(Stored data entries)
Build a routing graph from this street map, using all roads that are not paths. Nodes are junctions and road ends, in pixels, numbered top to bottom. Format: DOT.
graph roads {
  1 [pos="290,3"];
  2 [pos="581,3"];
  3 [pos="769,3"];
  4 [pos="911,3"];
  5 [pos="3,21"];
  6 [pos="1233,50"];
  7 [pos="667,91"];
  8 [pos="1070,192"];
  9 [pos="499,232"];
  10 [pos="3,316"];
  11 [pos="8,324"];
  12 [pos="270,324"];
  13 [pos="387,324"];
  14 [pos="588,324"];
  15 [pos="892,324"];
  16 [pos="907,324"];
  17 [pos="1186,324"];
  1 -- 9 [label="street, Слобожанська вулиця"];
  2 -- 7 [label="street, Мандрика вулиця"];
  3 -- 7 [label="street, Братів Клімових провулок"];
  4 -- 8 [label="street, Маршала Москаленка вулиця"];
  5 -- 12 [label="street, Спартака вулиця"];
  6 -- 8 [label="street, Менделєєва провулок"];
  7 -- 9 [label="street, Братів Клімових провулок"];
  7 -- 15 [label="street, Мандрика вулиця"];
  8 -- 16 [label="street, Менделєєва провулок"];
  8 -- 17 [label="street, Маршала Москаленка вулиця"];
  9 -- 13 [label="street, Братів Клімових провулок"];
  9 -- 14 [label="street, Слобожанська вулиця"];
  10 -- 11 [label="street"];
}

- Goal of the exercise -
What lines of the preceding data include the string "Слобожанська"? Pull them out.

- Written answer -
  1 -- 9 [label="street, Слобожанська вулиця"];
  9 -- 14 [label="street, Слобожанська вулиця"];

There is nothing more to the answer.